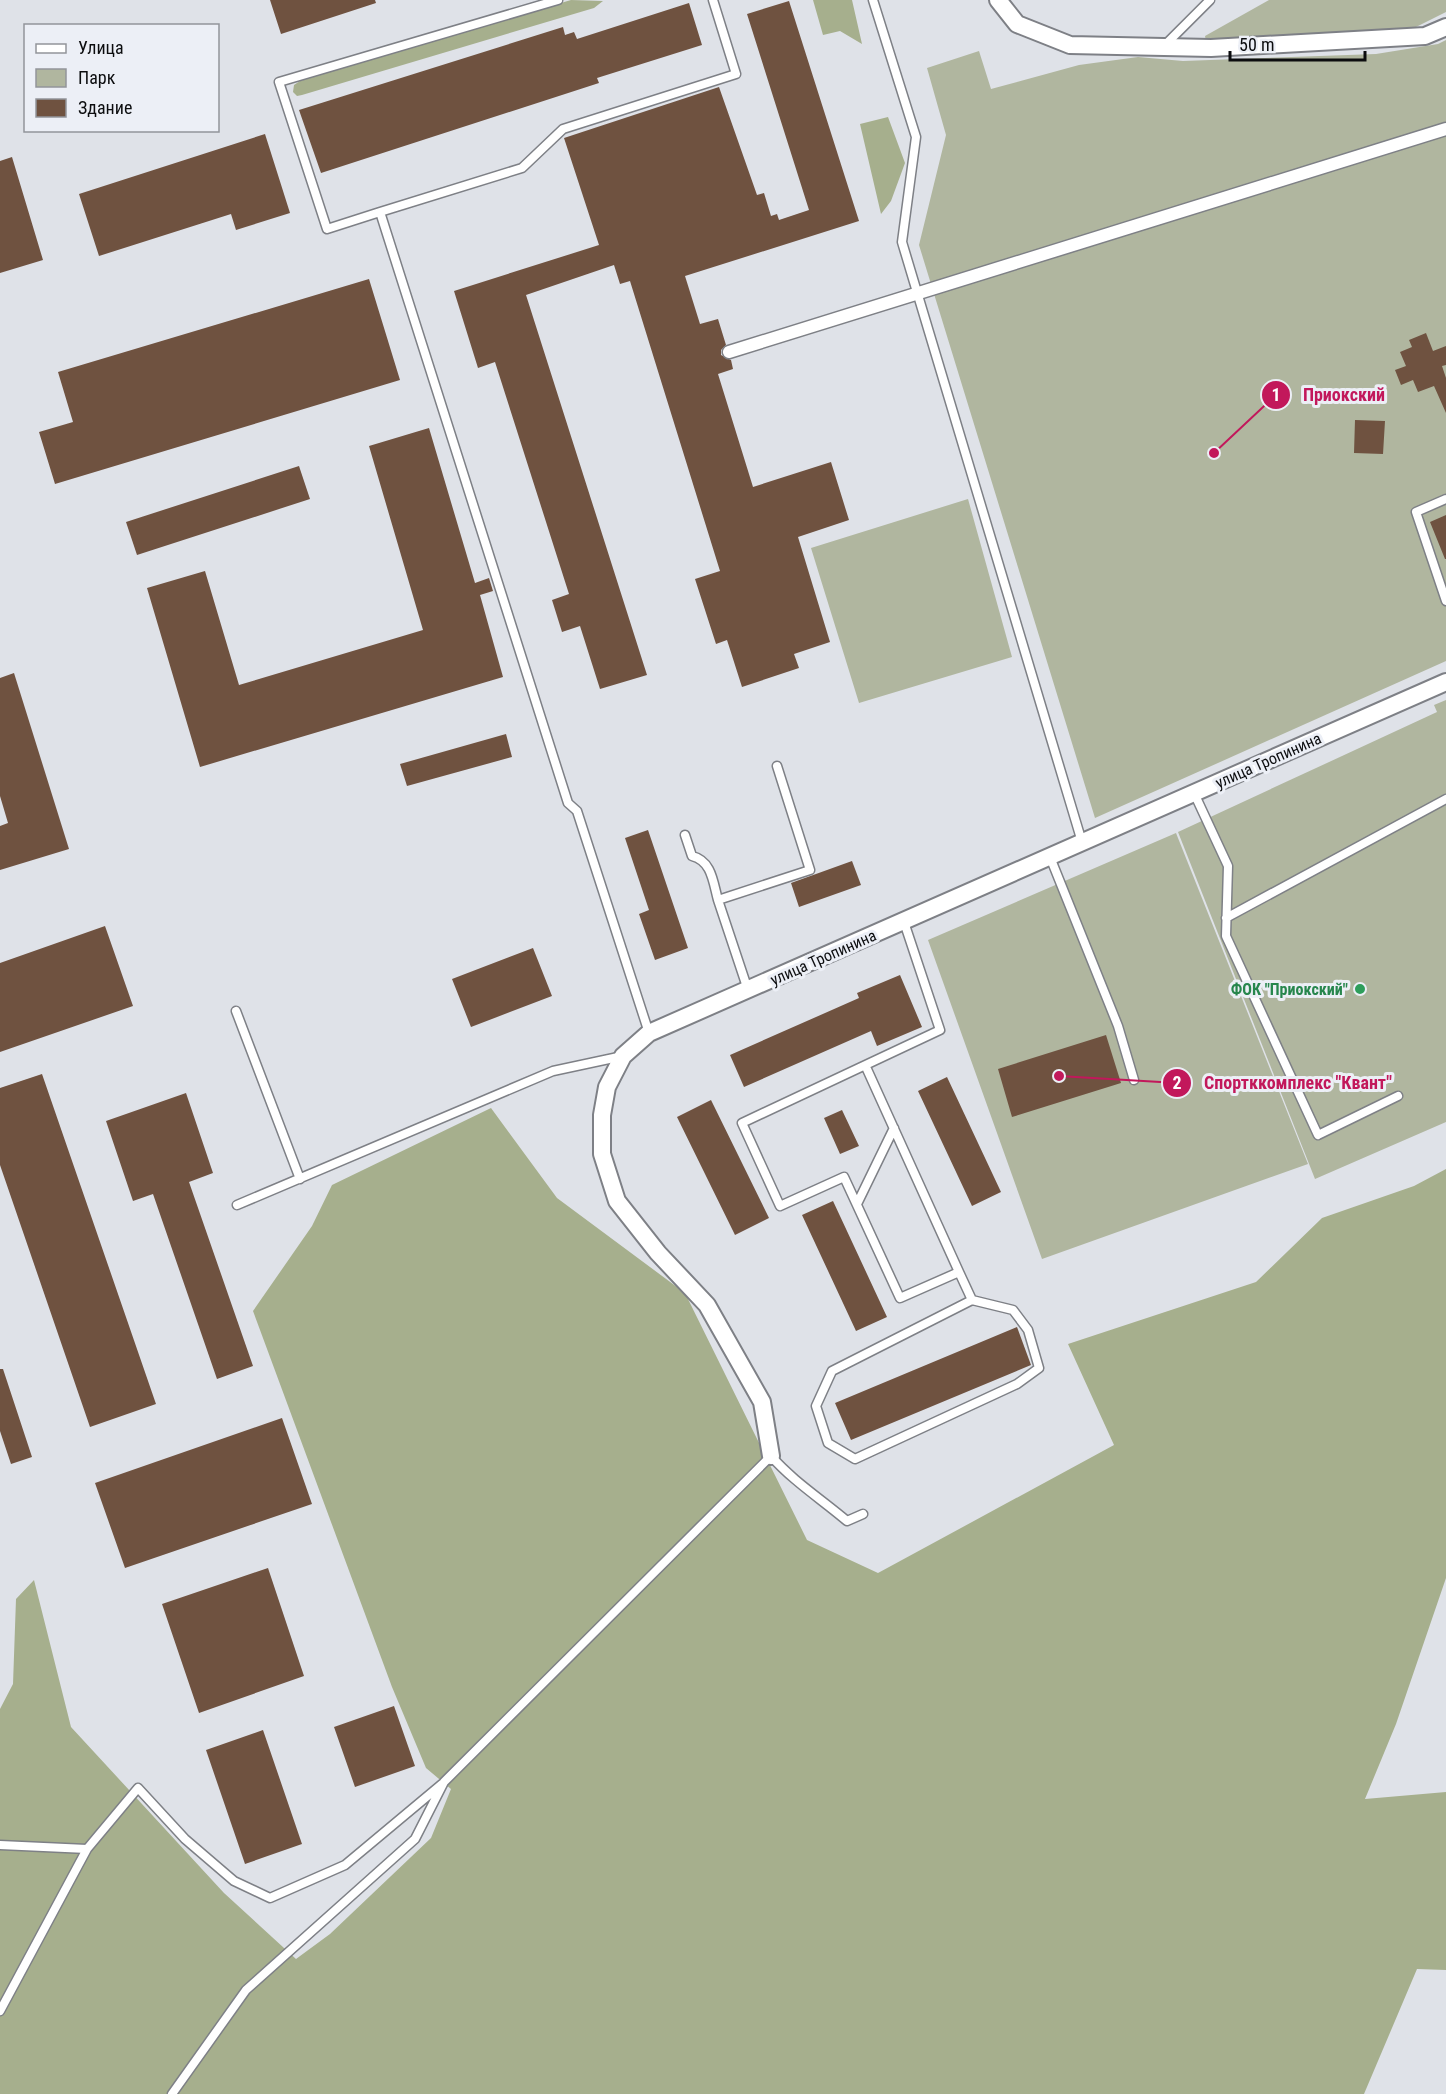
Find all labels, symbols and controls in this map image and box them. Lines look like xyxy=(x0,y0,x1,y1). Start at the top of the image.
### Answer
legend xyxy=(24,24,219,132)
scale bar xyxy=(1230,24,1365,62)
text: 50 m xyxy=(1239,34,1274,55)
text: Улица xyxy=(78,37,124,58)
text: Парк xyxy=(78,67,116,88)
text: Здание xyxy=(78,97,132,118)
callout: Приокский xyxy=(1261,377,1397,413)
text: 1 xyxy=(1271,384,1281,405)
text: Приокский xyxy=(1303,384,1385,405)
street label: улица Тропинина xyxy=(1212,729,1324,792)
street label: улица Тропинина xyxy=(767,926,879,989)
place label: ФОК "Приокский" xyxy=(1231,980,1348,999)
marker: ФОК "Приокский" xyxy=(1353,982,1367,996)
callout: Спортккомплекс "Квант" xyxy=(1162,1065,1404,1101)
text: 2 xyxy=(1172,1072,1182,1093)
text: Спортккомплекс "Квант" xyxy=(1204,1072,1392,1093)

==

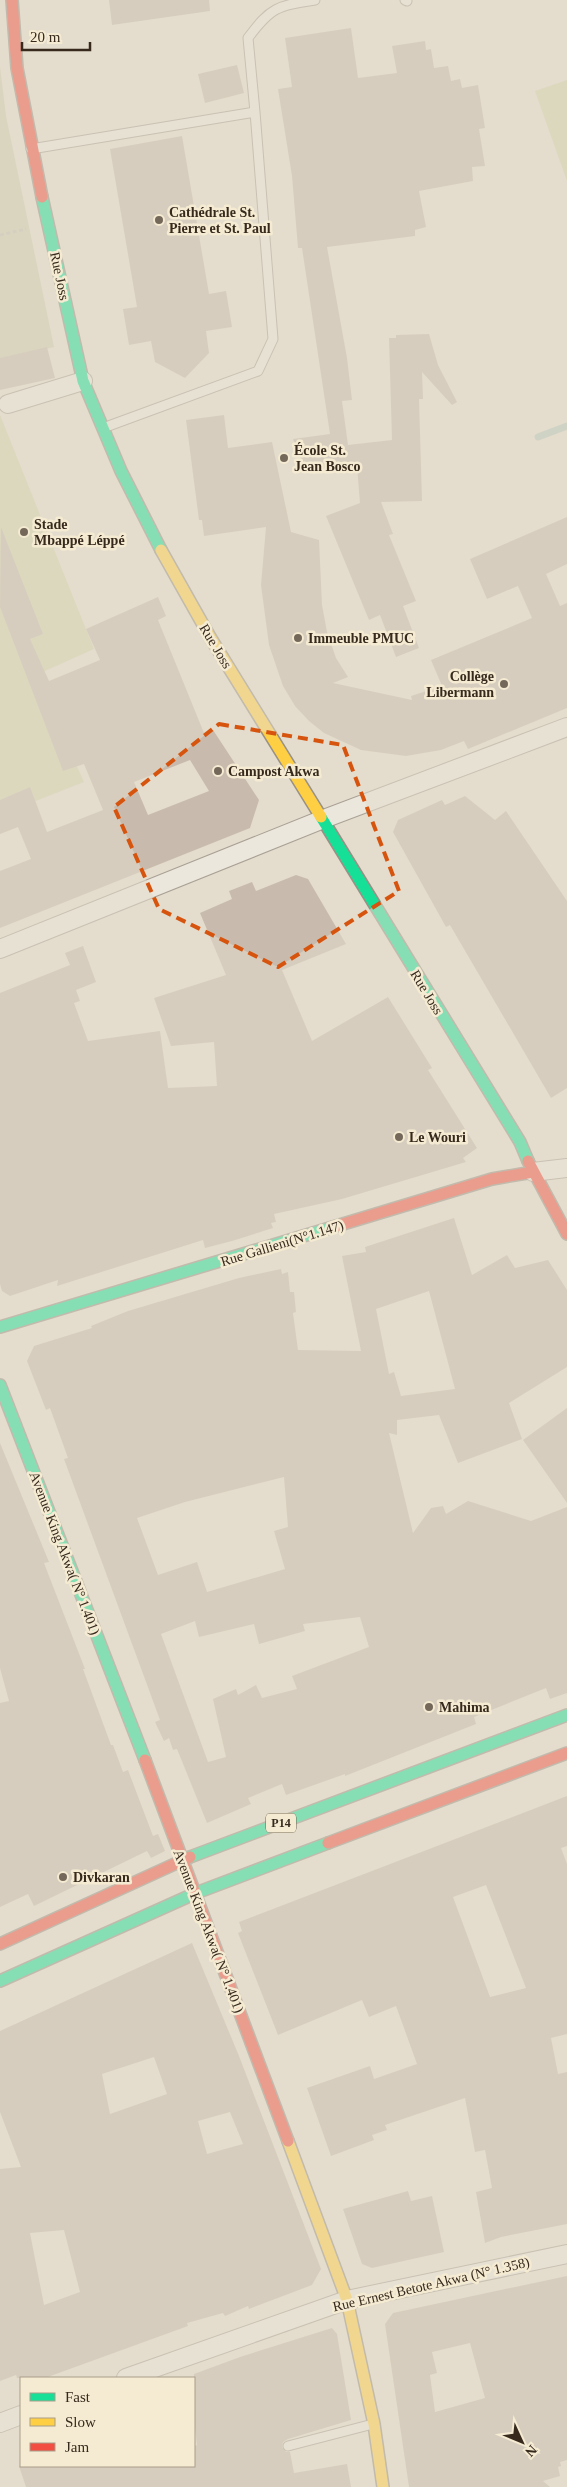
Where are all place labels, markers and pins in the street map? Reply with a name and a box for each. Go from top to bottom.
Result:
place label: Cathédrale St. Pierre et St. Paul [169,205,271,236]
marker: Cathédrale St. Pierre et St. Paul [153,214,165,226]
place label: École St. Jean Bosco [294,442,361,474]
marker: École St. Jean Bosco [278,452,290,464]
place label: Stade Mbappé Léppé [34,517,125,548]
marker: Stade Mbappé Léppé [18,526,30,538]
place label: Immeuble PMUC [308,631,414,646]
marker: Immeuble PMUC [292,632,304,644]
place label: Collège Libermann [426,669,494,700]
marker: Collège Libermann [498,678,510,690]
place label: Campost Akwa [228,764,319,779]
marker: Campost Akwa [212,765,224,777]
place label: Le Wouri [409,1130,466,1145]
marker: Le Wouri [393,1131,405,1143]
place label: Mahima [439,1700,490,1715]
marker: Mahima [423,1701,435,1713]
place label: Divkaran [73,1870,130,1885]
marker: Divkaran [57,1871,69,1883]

#### [Task requirements]
Copy out each line of the data that has the word "labels" in it.

#### [Answer section]
Find all labels, symbols and controls in this map image and box them. Lines look like xyxy=(x0,y0,x1,y1). Start at the top of the image.
Where are all place labels, markers and pins in the street map? Reply with a name and a box for each. Go from top to bottom.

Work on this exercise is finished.